Sprint and Samsung have introduced the Android-running Replenish smartphone just in time for Earth Day. Featuring a 2.8-inch QVGA display and a dedicated QWERTY keypad, the phone not only boasts eco-cred but has motivated Sprint to waive the $10 premium charge it tacks on to unlimited data plans these days.
With an Everything Data plan and a new two-year contract, the Replenish is just $50 and available beginning May 8. Users can choose from shades called Onyx Black, Arctic Blue and (though not until June) Raspberry Pink.
“Samsung Replenish is as green as we could make it with more than 80 percent recyclable materials, housed in partially recycled plastics, energy efficient and built with fewer environmentally sensitive materials,” Sprint CEO Dan Hesse said in an April 15 statement. “As if this is not enough incentive, we are also lowering the monthly rate for this phone by $10 for new or existing customers so it pays for itself within just five months.”
The Replenish runs Android 2.2-“Froyo-is WiFi- and GPS-capable, has a 2-megapixel camera with video recording and a microSD slot that supports a 32GB memory card.
The phone can also be used with a solar-charging battery cover that’s sold separately.
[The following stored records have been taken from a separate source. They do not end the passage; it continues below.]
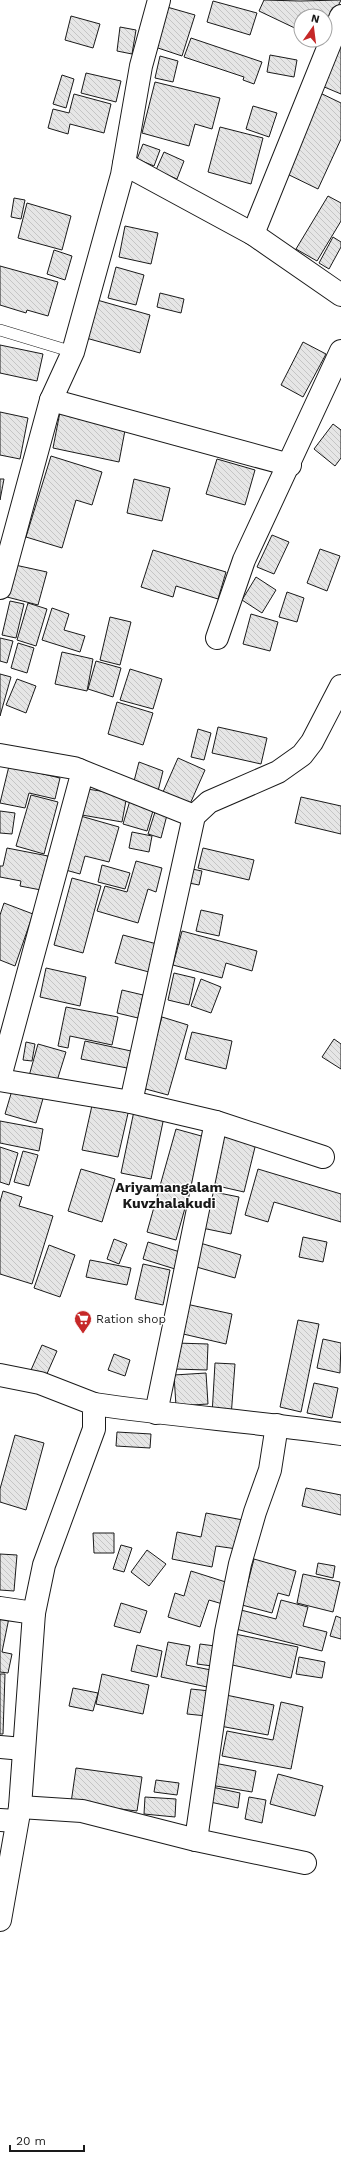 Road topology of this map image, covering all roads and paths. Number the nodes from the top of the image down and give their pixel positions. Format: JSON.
{"nodes":[{"id":1,"x":159,"y":0,"type":"edge"},
{"id":2,"x":341,"y":16,"type":"edge"},
{"id":3,"x":123,"y":170,"type":"junction"},
{"id":4,"x":253,"y":234,"type":"junction"},
{"id":5,"x":341,"y":295,"type":"edge"},
{"id":6,"x":0,"y":330,"type":"edge"},
{"id":7,"x":73,"y":352,"type":"junction"},
{"id":8,"x":340,"y":353,"type":"edge"},
{"id":9,"x":51,"y":400,"type":"junction"},
{"id":10,"x":290,"y":465,"type":"junction"},
{"id":11,"x":0,"y":588,"type":"edge"},
{"id":12,"x":217,"y":638,"type":"dead end"},
{"id":13,"x":341,"y":686,"type":"edge"},
{"id":14,"x":0,"y":755,"type":"edge"},
{"id":15,"x":78,"y":770,"type":"junction"},
{"id":16,"x":194,"y":816,"type":"junction"},
{"id":17,"x":0,"y":1077,"type":"edge"},
{"id":18,"x":0,"y":1080,"type":"edge"},
{"id":19,"x":131,"y":1102,"type":"junction"},
{"id":20,"x":216,"y":1122,"type":"junction"},
{"id":21,"x":323,"y":1158,"type":"dead end"},
{"id":22,"x":0,"y":1375,"type":"edge"},
{"id":23,"x":94,"y":1404,"type":"junction"},
{"id":24,"x":156,"y":1413,"type":"junction"},
{"id":25,"x":275,"y":1433,"type":"junction"},
{"id":26,"x":341,"y":1434,"type":"edge"},
{"id":27,"x":0,"y":1608,"type":"edge"},
{"id":28,"x":34,"y":1612,"type":"junction"},
{"id":29,"x":0,"y":1746,"type":"edge"},
{"id":30,"x":23,"y":1749,"type":"junction"},
{"id":31,"x":12,"y":1816,"type":"edge"},
{"id":32,"x":196,"y":1840,"type":"junction"},
{"id":33,"x":305,"y":1863,"type":"dead end"},
{"id":34,"x":0,"y":1920,"type":"edge"}],
"edges":[{"from":1,"to":3,"type":"street"},
{"from":2,"to":4,"type":"street"},
{"from":3,"to":4,"type":"street"},
{"from":3,"to":7,"type":"street"},
{"from":4,"to":5,"type":"street"},
{"from":6,"to":7,"type":"lane"},
{"from":7,"to":9,"type":"street"},
{"from":8,"to":10,"type":"street"},
{"from":9,"to":10,"type":"street"},
{"from":9,"to":11,"type":"street"},
{"from":10,"to":12,"type":"street"},
{"from":13,"to":16,"type":"street"},
{"from":14,"to":15,"type":"street"},
{"from":15,"to":16,"type":"street"},
{"from":15,"to":17,"type":"street"},
{"from":16,"to":19,"type":"street"},
{"from":18,"to":19,"type":"street"},
{"from":19,"to":20,"type":"street"},
{"from":20,"to":21,"type":"street"},
{"from":20,"to":24,"type":"street"},
{"from":22,"to":23,"type":"street"},
{"from":23,"to":24,"type":"street"},
{"from":23,"to":28,"type":"street"},
{"from":24,"to":25,"type":"street"},
{"from":25,"to":26,"type":"street"},
{"from":25,"to":32,"type":"street"},
{"from":27,"to":28,"type":"street"},
{"from":28,"to":30,"type":"street"},
{"from":29,"to":30,"type":"street"},
{"from":30,"to":31,"type":"street"},
{"from":31,"to":32,"type":"street"},
{"from":31,"to":34,"type":"street"},
{"from":32,"to":33,"type":"street"}]}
The smartphone comes in fully recyclable packaging, has an energy-efficient charger that meets the EC Code of Conduct on Energy Efficiency of External Power Supplies and, as Hesse alluded, is RoHS compliant and free of bad stuff such as brominated flame retardants.
The Replenish can, of course, access the Android Market, now 150,000 apps strong, and offers special access to a Sprint ID Pack geared toward the environmentally conscious. The Packs aggregate widgets, applications and mobile shortcuts geared around various interests. The four screens of the Green ID Pack, for example, offer the latest news from TreeHugger.com, Earth911.com and GreenBiz.com, video shorts from TreeHugger TV, a personal carbon footprint calculator, a widget from GreenDeals.org offering coupons and shopping advice and a “Take Action” screen linking users to opportunities to volunteer for various green organizations, such as the Environmental Defense Fund and the Audubon Society.
“Sprint is striving every day to become more environmentally sustainable,” Ralph Reid, vice president of Corporate Social Responsibility for Sprint, wrote in a statement. “We want to help our customers to do the same. From the Green ID pack to the Samsung Replenish, the latest device to meet Sprint’s Device Eco Criteria, we are committed to providing mobility products and solutions for a better planet.”
Sprint’s Everything Data plan starts at $70 a month and includes unlimited text, Web and calling to and from “any mobile in America while on the Sprint network,” says Sprint. (Competitor T-Mobile recently also announced an unlimited plan of sorts.)
With its green vibe going, Sprint added that the Samsung Restore, another eco-geared device, will be available to Virgin Mobile USA customers-Sprint’s prepaid carrier brand-as of April 18 for $80 with no annual contract. Virgin Mobile’s Beyond Talk unlimited data plan starts at $25 per month.